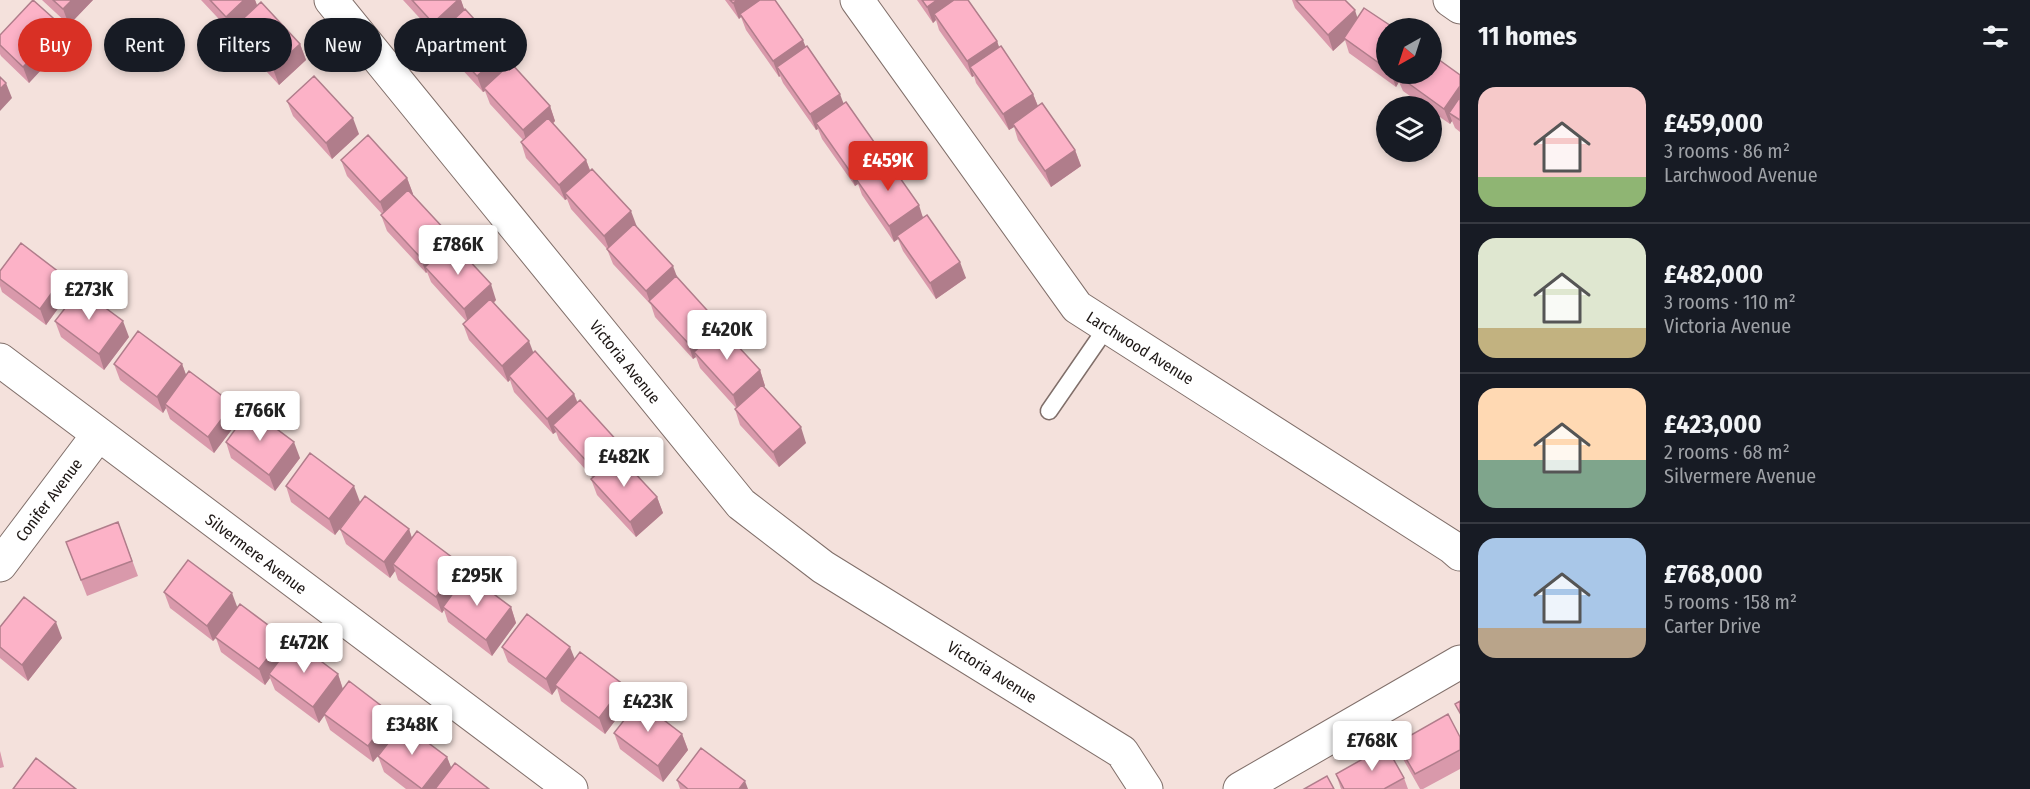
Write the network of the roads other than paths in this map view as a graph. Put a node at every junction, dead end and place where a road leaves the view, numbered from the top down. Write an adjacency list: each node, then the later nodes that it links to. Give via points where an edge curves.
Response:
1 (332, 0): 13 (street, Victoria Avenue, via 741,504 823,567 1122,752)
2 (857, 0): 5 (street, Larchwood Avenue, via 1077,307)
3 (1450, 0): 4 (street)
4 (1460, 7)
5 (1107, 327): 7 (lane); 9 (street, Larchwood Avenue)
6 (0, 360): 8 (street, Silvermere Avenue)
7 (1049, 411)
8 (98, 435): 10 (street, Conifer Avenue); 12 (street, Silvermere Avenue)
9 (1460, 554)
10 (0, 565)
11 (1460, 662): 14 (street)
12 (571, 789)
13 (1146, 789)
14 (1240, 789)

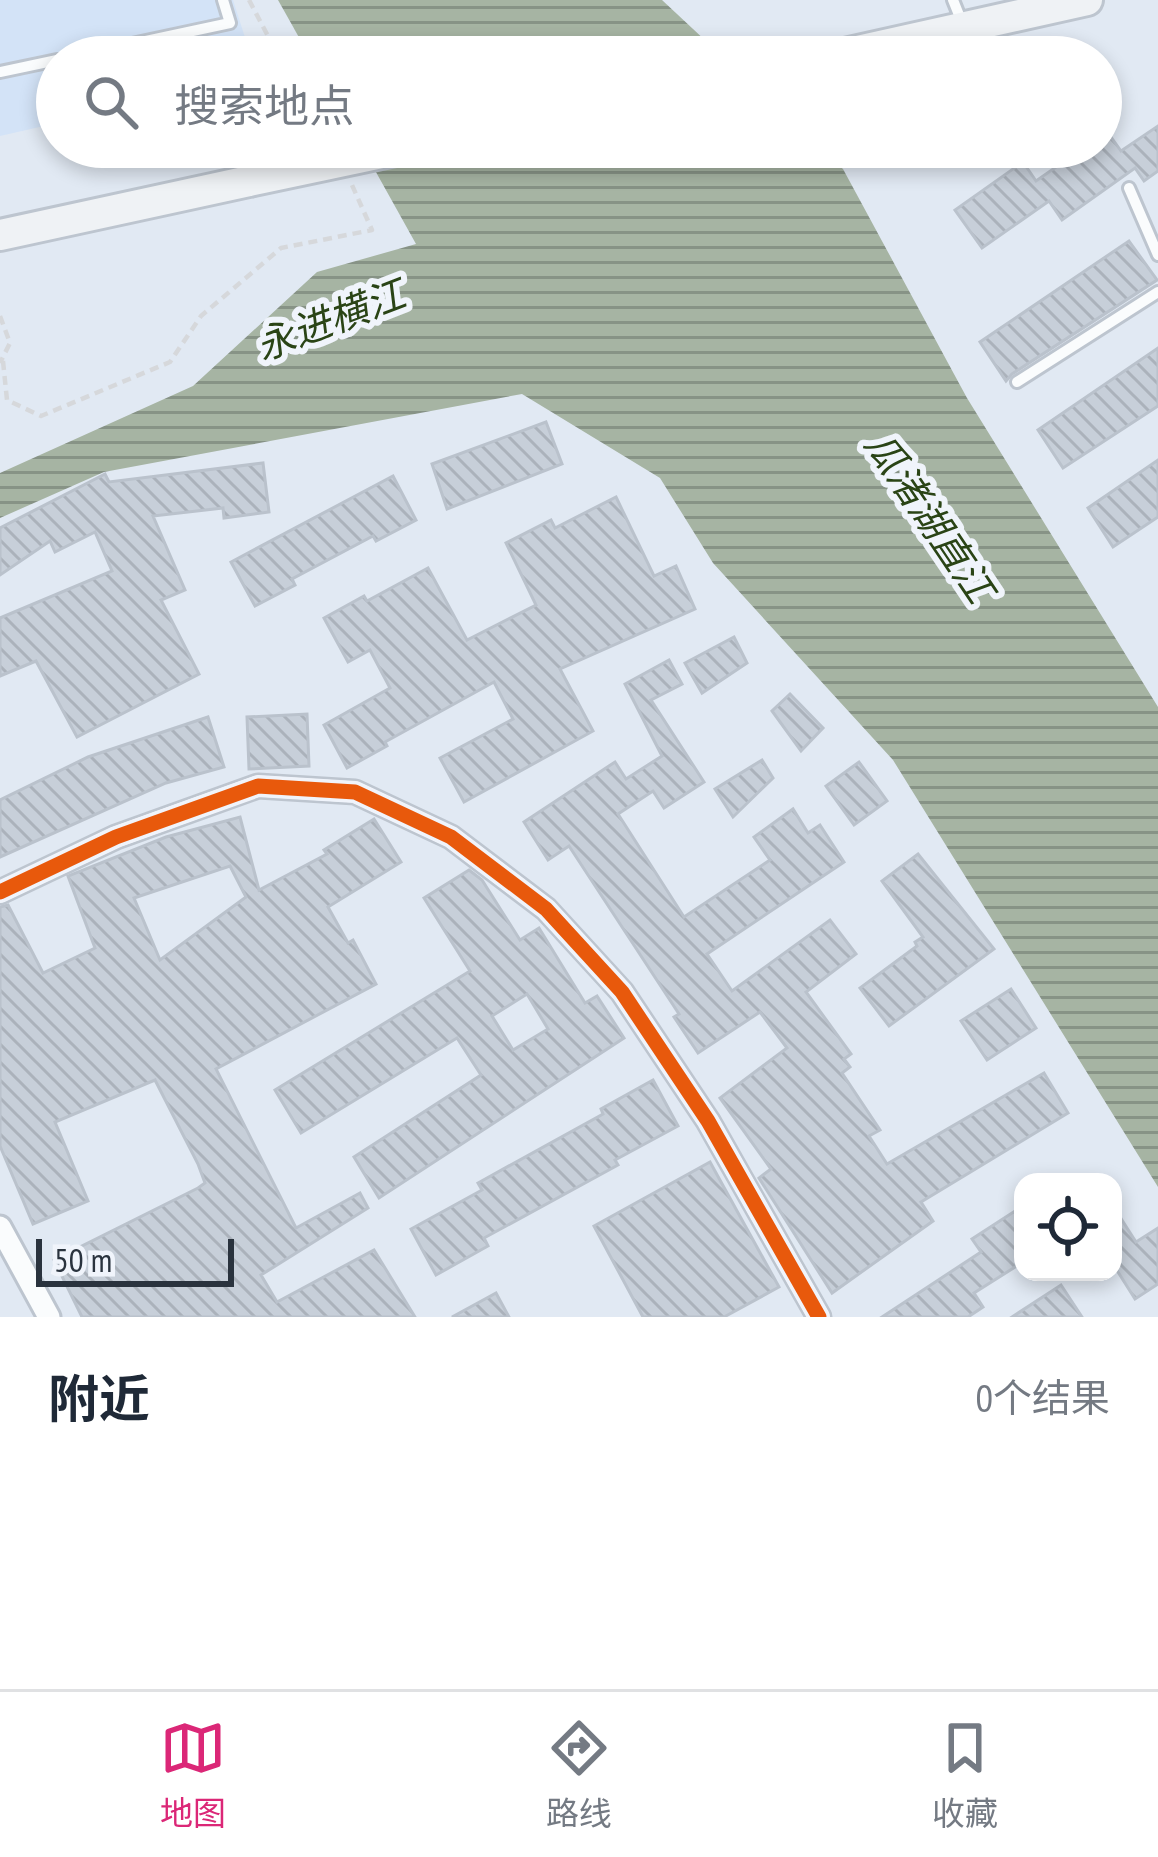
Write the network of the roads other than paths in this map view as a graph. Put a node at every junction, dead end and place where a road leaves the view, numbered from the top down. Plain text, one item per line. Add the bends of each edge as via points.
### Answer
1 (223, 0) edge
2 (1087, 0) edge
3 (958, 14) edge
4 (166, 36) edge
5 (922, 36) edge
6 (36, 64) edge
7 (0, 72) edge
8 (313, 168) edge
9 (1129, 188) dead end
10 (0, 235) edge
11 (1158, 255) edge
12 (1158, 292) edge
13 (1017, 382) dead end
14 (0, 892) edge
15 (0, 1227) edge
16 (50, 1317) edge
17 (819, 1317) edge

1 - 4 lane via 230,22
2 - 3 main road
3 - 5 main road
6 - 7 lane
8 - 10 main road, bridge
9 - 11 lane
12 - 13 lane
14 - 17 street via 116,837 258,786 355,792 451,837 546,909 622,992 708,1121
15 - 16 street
◇ ◇ ◇ ◇ ◇
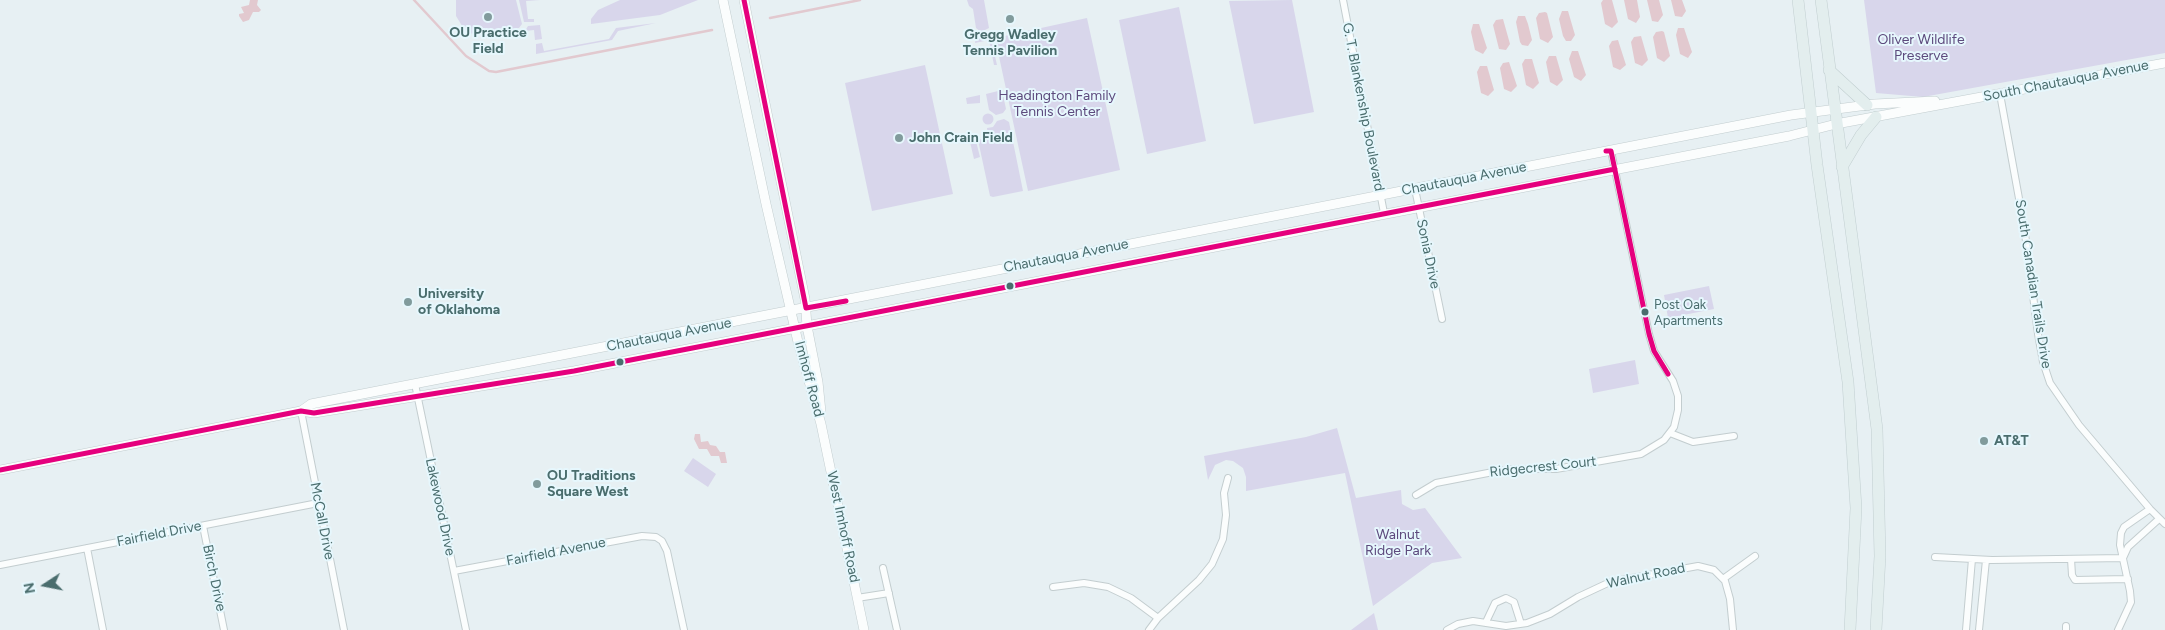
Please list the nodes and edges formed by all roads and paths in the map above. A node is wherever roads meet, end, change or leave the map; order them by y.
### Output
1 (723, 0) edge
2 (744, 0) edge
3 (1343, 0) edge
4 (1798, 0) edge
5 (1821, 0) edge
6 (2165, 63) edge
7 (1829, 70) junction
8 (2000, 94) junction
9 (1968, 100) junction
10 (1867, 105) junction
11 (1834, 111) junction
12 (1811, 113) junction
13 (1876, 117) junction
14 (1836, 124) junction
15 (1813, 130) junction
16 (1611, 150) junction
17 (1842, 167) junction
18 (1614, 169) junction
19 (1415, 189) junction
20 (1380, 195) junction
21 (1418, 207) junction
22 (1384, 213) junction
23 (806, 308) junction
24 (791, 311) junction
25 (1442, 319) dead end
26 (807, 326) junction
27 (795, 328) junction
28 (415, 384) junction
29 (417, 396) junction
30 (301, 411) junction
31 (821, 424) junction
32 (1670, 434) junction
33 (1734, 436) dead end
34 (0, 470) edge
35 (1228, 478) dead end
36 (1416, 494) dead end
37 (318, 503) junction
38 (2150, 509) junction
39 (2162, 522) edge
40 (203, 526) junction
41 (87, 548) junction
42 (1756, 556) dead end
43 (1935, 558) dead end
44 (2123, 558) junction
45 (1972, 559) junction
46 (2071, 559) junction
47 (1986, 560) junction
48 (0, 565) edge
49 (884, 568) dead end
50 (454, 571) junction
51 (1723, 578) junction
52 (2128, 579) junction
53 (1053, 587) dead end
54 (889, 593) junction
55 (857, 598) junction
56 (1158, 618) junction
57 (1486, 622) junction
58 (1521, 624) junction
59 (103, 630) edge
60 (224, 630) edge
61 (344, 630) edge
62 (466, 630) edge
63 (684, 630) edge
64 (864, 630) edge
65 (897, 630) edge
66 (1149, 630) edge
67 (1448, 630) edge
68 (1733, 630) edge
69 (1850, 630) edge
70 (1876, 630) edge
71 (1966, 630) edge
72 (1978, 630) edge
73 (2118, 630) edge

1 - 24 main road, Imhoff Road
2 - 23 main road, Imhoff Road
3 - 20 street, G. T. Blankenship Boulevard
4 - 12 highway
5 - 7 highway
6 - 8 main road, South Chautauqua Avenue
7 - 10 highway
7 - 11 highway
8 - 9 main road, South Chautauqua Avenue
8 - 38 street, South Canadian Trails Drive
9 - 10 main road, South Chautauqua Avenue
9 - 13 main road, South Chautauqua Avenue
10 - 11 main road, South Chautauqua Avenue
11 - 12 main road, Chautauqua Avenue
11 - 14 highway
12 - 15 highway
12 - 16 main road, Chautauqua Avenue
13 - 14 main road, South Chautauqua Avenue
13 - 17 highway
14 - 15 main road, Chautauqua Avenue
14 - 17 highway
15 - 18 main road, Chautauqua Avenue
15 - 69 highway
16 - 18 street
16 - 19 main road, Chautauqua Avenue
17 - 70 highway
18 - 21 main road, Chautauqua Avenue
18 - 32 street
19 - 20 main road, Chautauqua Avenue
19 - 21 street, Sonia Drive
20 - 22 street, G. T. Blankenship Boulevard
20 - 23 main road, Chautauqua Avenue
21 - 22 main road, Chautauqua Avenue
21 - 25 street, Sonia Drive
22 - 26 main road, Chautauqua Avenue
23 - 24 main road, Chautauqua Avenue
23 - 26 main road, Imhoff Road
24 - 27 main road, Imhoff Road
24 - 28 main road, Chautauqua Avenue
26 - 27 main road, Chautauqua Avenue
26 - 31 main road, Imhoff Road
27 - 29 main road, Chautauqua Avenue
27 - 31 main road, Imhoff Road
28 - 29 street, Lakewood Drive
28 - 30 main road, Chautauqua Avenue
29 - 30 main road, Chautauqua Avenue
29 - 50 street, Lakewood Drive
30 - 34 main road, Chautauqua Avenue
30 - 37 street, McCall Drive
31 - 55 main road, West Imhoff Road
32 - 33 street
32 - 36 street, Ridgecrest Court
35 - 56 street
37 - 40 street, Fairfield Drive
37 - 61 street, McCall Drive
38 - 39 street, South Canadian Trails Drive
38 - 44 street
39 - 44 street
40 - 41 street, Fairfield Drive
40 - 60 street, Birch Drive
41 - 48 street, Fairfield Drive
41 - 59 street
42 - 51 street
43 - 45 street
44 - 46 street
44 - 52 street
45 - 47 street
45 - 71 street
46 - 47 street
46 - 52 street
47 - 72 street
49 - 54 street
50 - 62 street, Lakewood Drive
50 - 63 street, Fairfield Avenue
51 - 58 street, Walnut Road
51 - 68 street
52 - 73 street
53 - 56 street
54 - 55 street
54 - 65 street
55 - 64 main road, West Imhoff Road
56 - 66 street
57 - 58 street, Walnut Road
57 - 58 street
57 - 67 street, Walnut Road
◇ ◇ ◇ ◇ ◇
Work order: Return a copy of each line in the entries that carries the string "nodes".

Your solution:
Write the network of the roads other than paths in this map view as a graph. Put a node at every junction, dead end and place where a road leaves the view, numbered from the top down. Write an adjacency list: each node, then the later nodes that it links to. Give via points where an edge curves.
Please list the nodes and edges formed by all roads and paths in the map above. A node is wherever roads meet, end, change or leave the map; order them by y.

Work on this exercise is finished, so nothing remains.